Expertise: IBM DataStage, performance tuning, troubleshooting, and admin
Delivered end-to-end data warehousing and migration projects
Integrated data from relational DBs, files, and cloud
Problem-solving focus: data quality, governance, automation
Modernized legacy ETL & migration to cloud

Production Support & Operations

Managed over 90,000 automated and scheduled jobs, ensuring smooth operations, minimal downtime and meeting strict SLAs. Monitored batch windows, handled failovers, and coordinated cross-team incident responses.

Issue Resolution & RCA

Conducted in-depth root cause analysis and quickly resolved critical incidents and change requests to maintain business continuity. Authored RCA reports and implemented preventive actions.

DataStage Job Development

Designed robust, high-performing ETL jobs per mapping documents and business requirements, ensuring quality, parallelism and efficient resource usage.

Data Extraction & Integration

Orchestrated data flows from various sources (databases, Excel, CSV, flat files), ensuring data accuracy throughout integration and implementing transformations reliably.
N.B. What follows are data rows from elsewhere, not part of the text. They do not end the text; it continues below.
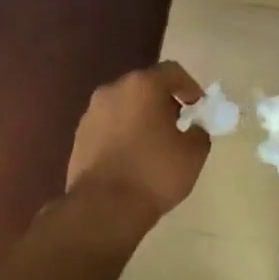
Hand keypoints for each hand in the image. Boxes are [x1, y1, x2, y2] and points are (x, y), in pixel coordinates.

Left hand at [66, 62, 211, 223]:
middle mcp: (112, 91)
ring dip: (141, 118)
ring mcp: (91, 113)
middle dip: (164, 102)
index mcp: (142, 86)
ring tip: (154, 144)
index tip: (199, 108)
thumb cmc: (154, 173)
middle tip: (179, 125)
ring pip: (124, 106)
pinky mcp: (78, 136)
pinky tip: (132, 158)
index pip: (172, 72)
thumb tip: (193, 129)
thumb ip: (200, 132)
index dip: (191, 87)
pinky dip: (123, 134)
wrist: (103, 208)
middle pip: (145, 87)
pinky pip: (109, 126)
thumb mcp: (194, 154)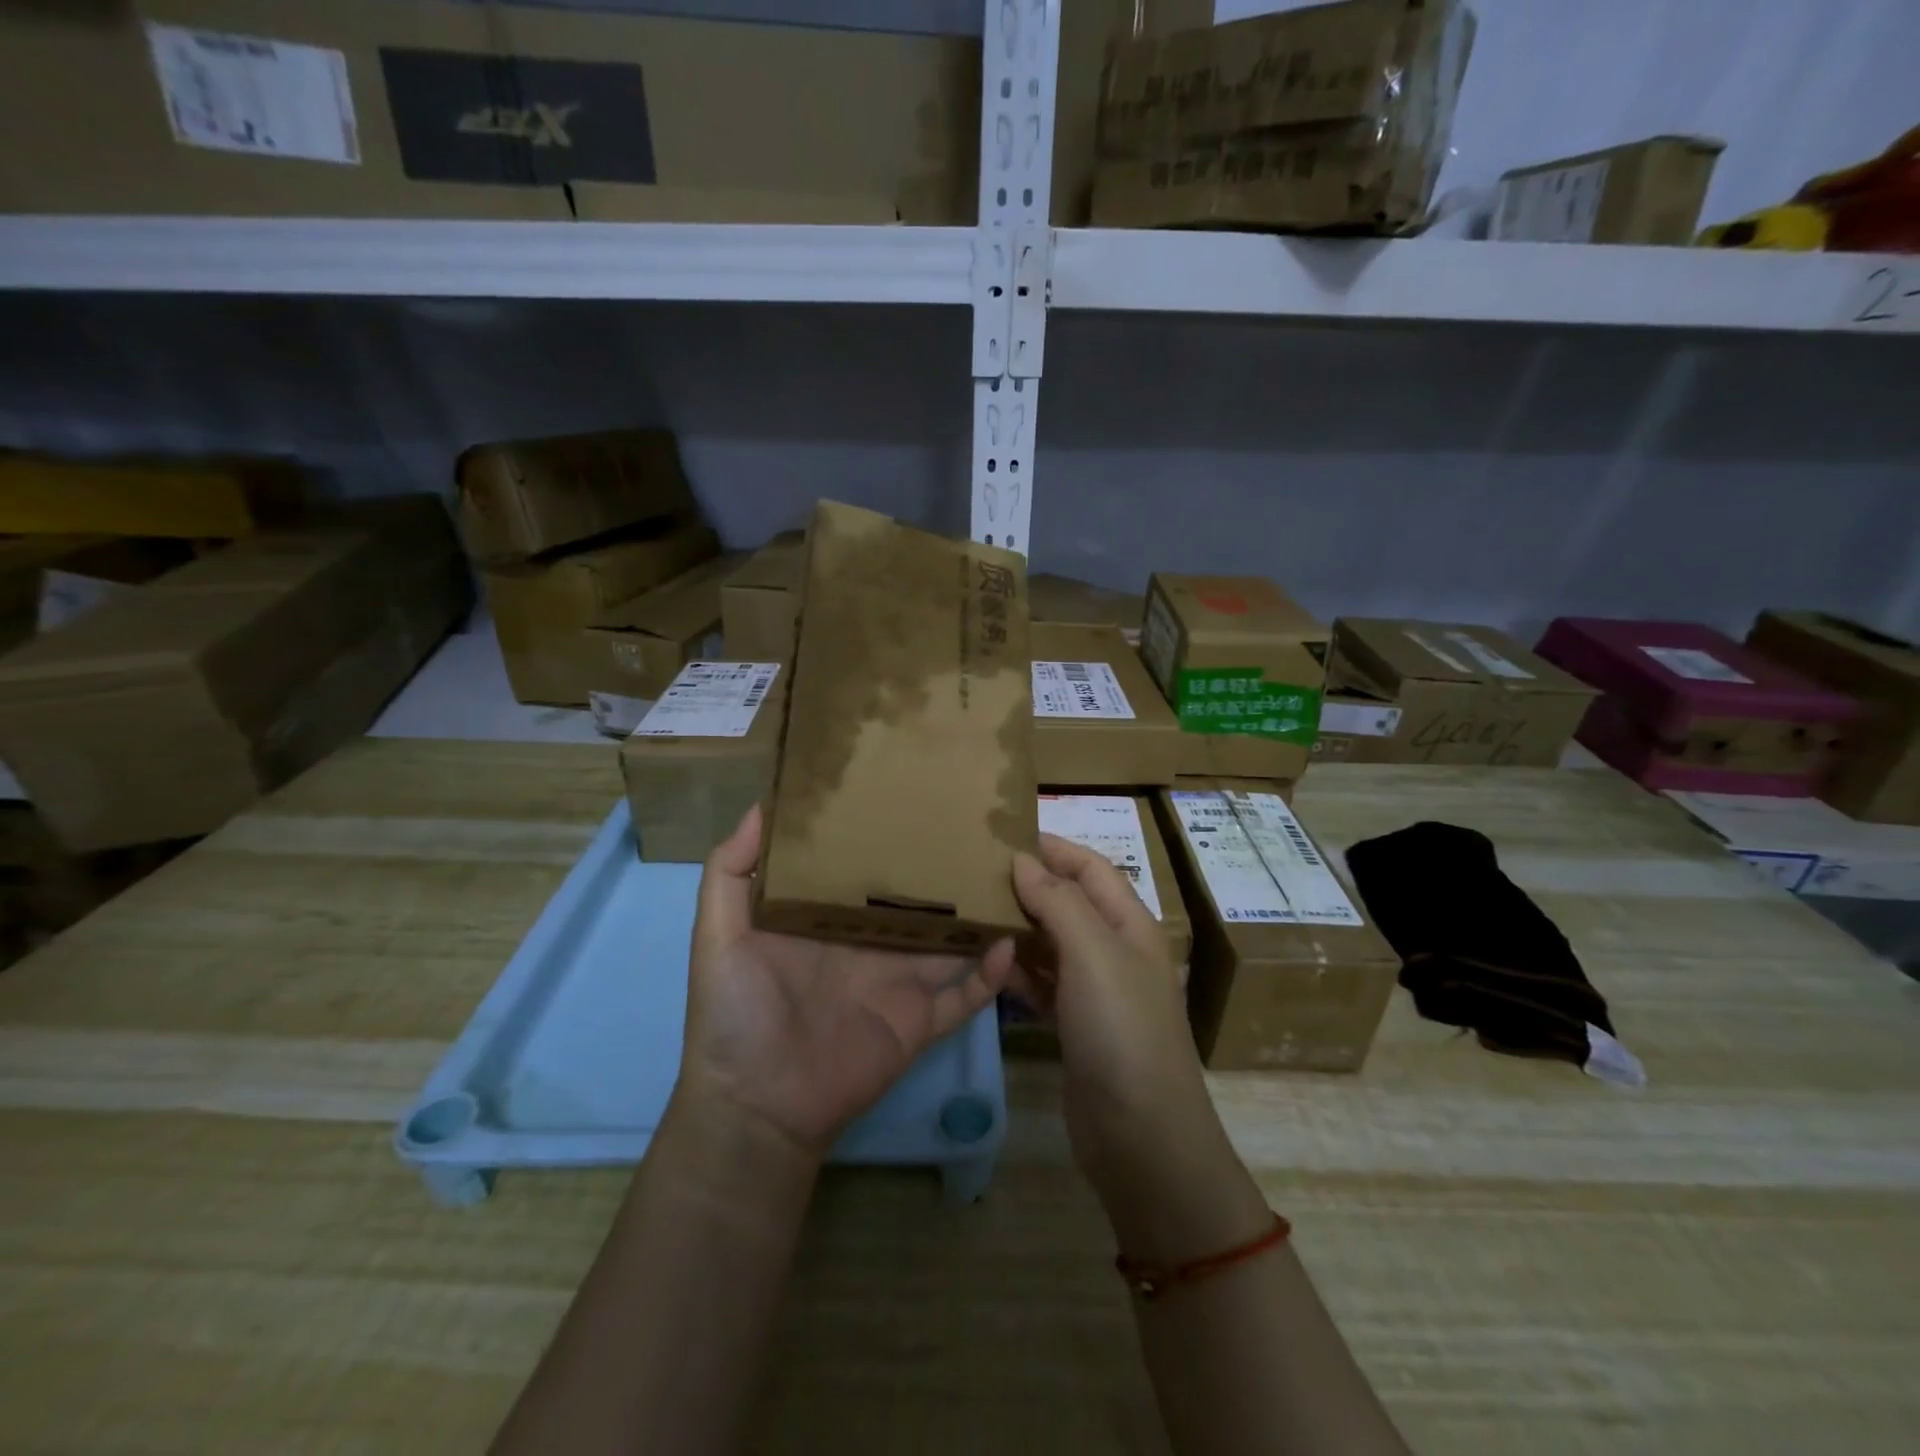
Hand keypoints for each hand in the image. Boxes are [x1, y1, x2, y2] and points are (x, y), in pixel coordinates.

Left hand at [679, 805, 1015, 1160]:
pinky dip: (989, 974)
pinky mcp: (919, 1020)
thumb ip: (730, 870)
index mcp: (826, 918)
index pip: (861, 867)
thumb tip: (763, 803)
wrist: (757, 1108)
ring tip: (1007, 873)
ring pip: (947, 939)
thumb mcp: (718, 935)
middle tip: (974, 826)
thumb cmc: (734, 1014)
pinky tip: (1010, 941)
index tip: (908, 791)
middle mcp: (867, 943)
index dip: (882, 835)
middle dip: (938, 867)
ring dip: (974, 914)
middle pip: (912, 899)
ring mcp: (897, 981)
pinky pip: (964, 995)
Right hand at [1010, 835, 1268, 1260]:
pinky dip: (1018, 970)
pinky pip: (1043, 983)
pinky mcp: (1076, 1026)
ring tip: (973, 910)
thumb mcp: (1093, 954)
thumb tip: (1023, 860)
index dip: (1054, 847)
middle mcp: (1115, 951)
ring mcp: (1096, 992)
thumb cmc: (1121, 1030)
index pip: (1091, 868)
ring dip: (1019, 926)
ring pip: (1052, 942)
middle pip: (1070, 902)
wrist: (1142, 1137)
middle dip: (1030, 884)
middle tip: (977, 871)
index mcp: (1130, 924)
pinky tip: (987, 963)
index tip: (1006, 834)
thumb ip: (1058, 902)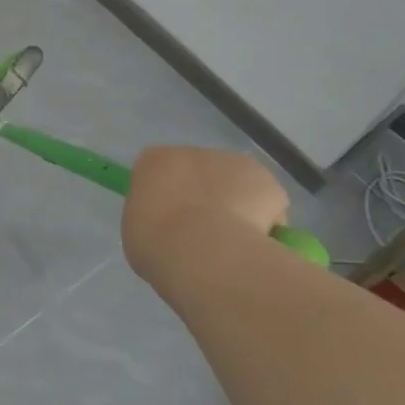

Documentation & Knowledge Management

Developed technical specifications, transformation/logic documentation, and runbooks for efficient knowledge transfer and swift onboarding of new team members.

Testing & Quality Assurance

Defined and executed comprehensive system, integration, and UAT test plans to ensure data and process quality, including performance benchmarking and regression testing.

Client & Stakeholder Engagement

Managed client incidents, led regular status reviews, initiated automation projects, and ensured stakeholder satisfaction through clear communication and on-time delivery.

Deployment & Change Management

Coordinated code migrations, job scheduling, and production cutover in collaboration with cross-functional teams, maintaining rollback plans and validation checks.

ETL Development & Support

Designing, building, and managing Extract, Transform, Load (ETL) processes for reliable movement of data across systems. Ensuring high-quality and timely data delivery with minimal errors.

IBM DataStage

Advanced skill in IBM DataStage, including scalable ETL job design, parallel processing, job tuning, troubleshooting, and ongoing operational support for data integration.

SQL & PL/SQL

Writing and optimizing queries, stored procedures, and data transformation scripts for secure, high-performance and accurate data processing in relational databases.

Python for Data Engineering

Automating data workflows, custom ETL scripting, and integrating Python into broader data engineering projects to improve speed and flexibility.

Data Warehousing

Designing robust data models, developing data warehouses and data marts for business analytics, and supporting large-scale analytical workloads.

Apache Kafka & Messaging

Integrating real-time data streams with Apache Kafka and message queues, enabling event-driven architectures and near-real-time processing.

Cloud Platforms (AWS, GCP)

Migrating on-premise data solutions to the cloud, leveraging AWS and GCP managed services for ETL, data storage, automation, and scalability.

CI/CD & DevOps

Managing source code, automating deployments and streamlining development pipelines with Git, Jenkins, and related DevOps tooling.

Data Warehouse Migration

Led migration of on-prem ETL to cloud-native pipelines, improving load times by 4x and cutting infra costs by 35%. Designed resilient data flows and optimised batch runtimes, created transformation specs and executed phased cutovers.

Real-time Stream Integration

Implemented Kafka-based streaming pipelines enabling near-real-time analytics, alerts and event-driven processing. Built idempotent consumers, schema evolution strategies, and monitoring dashboards for throughput and lag.

Operational Automation

Automated daily maintenance, log cleanup, job restart checks and validation workflows — reducing manual intervention by 70% and improving SLA stability. Integrated alerting and auto-remediation scripts for common failure classes.

Data Quality & Observability

Designed and implemented data quality checks, drift detection, and lineage mapping. Built observability into pipelines using metrics, logs and dashboards to reduce silent failures and accelerate troubleshooting.